Signs of the Holy One by Uwe Michael Lang Ignatius/Gracewing, £12.99
The author, an Oratorian priest who once worked in the Congregation for Divine Worship and the Discipline of the Sacraments, has subtitled his book “Liturgy, Ritual and Expression of the Sacred”. He brings knowledge and insight to the themes considered here. For a work of 150 pages, carefully argued and drawing upon Church documents, the writings of popes (in particular Benedict XVI’s The Spirit of the Liturgy), as well as writers such as Proust, Dostoyevsky and Flannery O’Connor, Fr Lang has done good service to Catholics who long for the sacred to be returned to the heart of the Church’s worship.
He not only considers the sacred liturgy itself, but also church architecture, church artworks and church music. It is obvious to those who care for how worship is conducted that you cannot separate them: solemn and reverent liturgy demands a certain style of architecture and fitting music. The author is careful not to condemn outright the experimentation that followed the Second Vatican Council, but rather to show where and how it departed from both tradition and legitimate development.
Fr Lang considers subjects including the liturgy in the mass media, such as televised masses, which make the viewers mere spectators rather than participants; the opinions of modernist architects who do not understand the distinction between the sacred and the profane or that churches must be “formed by the Church’s liturgy”; and sacred art.
He emphasises that this last is “essentially figurative”, in keeping with the incarnate nature of the faith.

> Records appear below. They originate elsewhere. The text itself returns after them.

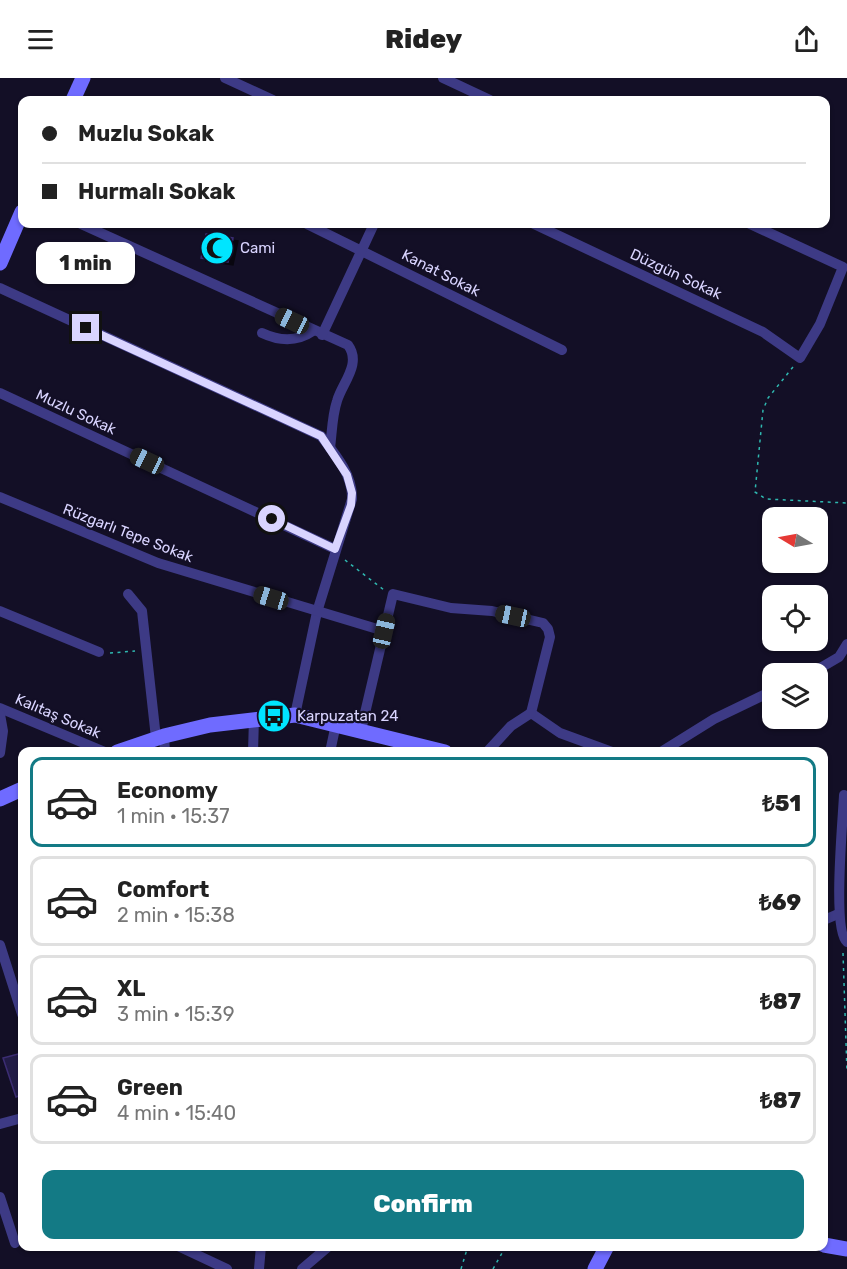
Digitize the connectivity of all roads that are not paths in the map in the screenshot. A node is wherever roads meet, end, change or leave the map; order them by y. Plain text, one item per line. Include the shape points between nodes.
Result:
1 (83, 78) edge
2 (225, 78) edge
3 (443, 78) edge
4 (75, 96) edge
5 (264, 96) edge
6 (481, 96) edge
7 (18, 218) edge
8 (90, 228) edge
9 (316, 228) edge
10 (372, 228) edge
11 (542, 228) edge
12 (759, 228) edge
13 (5, 236) edge
14 (363, 250) junction
15 (0, 263) edge
16 (0, 288) edge
17 (262, 333) dead end
18 (317, 333) junction
19 (562, 350) dead end
20 (0, 393) edge
21 (330, 448) junction
22 (0, 497) edge
23 (335, 549) junction
24 (128, 594) dead end
25 (0, 611) edge
26 (317, 612) junction
27 (384, 631) junction
28 (847, 644) edge
29 (99, 652) road end
30 (828, 663) edge
31 (762, 696) edge
32 (0, 708) edge
33 (531, 713) junction
34 (0, 714) edge
35 (296, 715) junction
36 (254, 718) junction
37 (336, 724) junction
38 (361, 730) junction
39 (160, 737) junction
40 (93, 747) edge
41 (131, 747) edge
42 (163, 747) edge
43 (253, 747) edge
44 (331, 747) edge
45 (426, 747) edge
46 (492, 747) edge
47 (598, 747) edge
48 (669, 747) edge
49 (0, 753) edge
50 (18, 791) edge
51 (844, 795) dead end
52 (0, 799) edge
53 (838, 914) junction
54 (828, 918) edge
55 (845, 941) edge
56 (0, 945) edge
57 (18, 981) edge
58 (18, 1119) edge
59 (0, 1124) edge
60 (0, 1197) edge
61 (15, 1243) dead end
62 (828, 1246) edge
63 (847, 1249) edge
64 (189, 1251) edge
65 (261, 1251) edge
66 (323, 1251) edge
67 (604, 1251) edge
68 (228, 1269) edge
69 (259, 1269) edge
70 (302, 1269) edge
71 (595, 1269) edge

1 - 4 street
2 - 5 street
3 - 6 street
7 - 13 street
8 - 18 street
9 - 14 street, Kanat Sokak
10 - 14 street
11 - 12 street, Düzgün Sokak via 763,332 800,358 820,324 843,267
13 - 15 street
14 - 18 street
14 - 19 street, Kanat Sokak
16 - 21 street via 321,436
17 - 18 street via 278,339
18 - 21 street via 348,345 352,355 350,372 337,401
20 - 23 street, Muzlu Sokak
21 - 23 street via 350,481 352,493
22 - 26 street, Rüzgarlı Tepe Sokak via 158,563
23 - 26 street
24 - 39 street via 142,611
25 - 29 street
26 - 27 street, Rüzgarlı Tepe Sokak
26 - 35 street
27 - 33 street via 393,594 451,608 492,611 539,621 546,626 550,638
27 - 38 street
28 - 30 street via 839,657
31 - 48 street via 714,718
32 - 40 street, Kalıtaş Sokak
33 - 46 street via 503,732
33 - 47 street via 560,734
34 - 49 street
35 - 36 street
35 - 37 street
36 - 39 street
36 - 43 street
37 - 38 street
37 - 44 street
38 - 45 street
39 - 41 street
39 - 42 street
50 - 52 street
51 - 53 street
53 - 54 street
53 - 55 street
56 - 57 street
58 - 59 street
60 - 61 street
62 - 63 street
64 - 68 street
65 - 69 street
66 - 70 street
67 - 71 street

This means that purely abstract art in the modern sense is inadequate. Fr Lang argues passionately for a link between art and beauty. Quoting Jean Clair, he writes, “God without beauty is more incomprehensible than beauty without God”, adding that iconoclasm is a “constant temptation for theologians”.
All who are aghast at the ugliness of some modern churches and who yearn for the profundity of the liturgy to be expressed with appropriate reverence and beauty should read his book.
The Prodigal You Love by Sister Theresa Aletheia Noble FSP Pauline Books and Media, £9
This book, full of hope, is to be recommended for all those who have watched someone they love lapse from or reject their faith. Sister Theresa Aletheia Noble knows what she is talking about. From the age of 14 and from a happy Catholic family, she rejected the Church for the next 10 years, convinced that “it was possible to be a good person without God”. Despite this resolution she confesses that she could not ignore “a natural attraction to the supernatural”. She read Buddhist texts, took classes in Eastern spirituality and attended Quaker meetings, as a way of exploring “the long silence that had become a wall between God and me”.
Working with the poor in Costa Rica in her 20s, the author noticed how their Catholic faith sustained them. She joined local women at Mass and was surprised at how happy the young priest seemed to be. He told her he had once been a lawyer, engaged to be married, but could not resist a call to the priesthood. Shortly after this, Noble was filled with two convictions: “God exists” and “God was a Person”. It took two more years for her to accept that she wanted to rejoin the Church she had abandoned in her youth.
Her book is not just a personal reconversion story. It is full of wise and sound advice for those who long for their own “prodigals” to return, alongside reflections on the meaning behind the Gospel parable of the Prodigal Son. We need humility, because “if we do not model humility, then we do little to encourage an attitude of faith in our loved ones”. We must die to our false selves to show them what love really means, for it is not by proselytising that the Church grows, “but by attraction”. We must also pray, cultivate silence when appropriate and find the right words when they are called for.
When we regard our prodigal relations not with their flaws, their sins or their failures, but “as the person God made each to be”, we will be reflecting the gaze that can change them “because it is the gaze of God”.
In Belloc’s Steps by Jim Malia New Millennium, £7.99
Jim Malia read Hilaire Belloc’s Path to Rome under the desk at school aged 16 and decided that one day he would follow Belloc’s own pilgrimage of a century earlier. Unlike Belloc, who managed this feat in 29 days – including wheeled transport when desperate – Malia took four years, starting in the year 2000, breaking off for a funeral back in Britain and then resuming in 2003. Anyone who has undertaken a similar project will recognise the blisters, the rain, the pleasure of good wine, the rigours of tent life and the relief of an occasional lift by car. Malia is an entertaining writer. He includes maps and details of welcoming hostelries along the way for those who want to emulate him.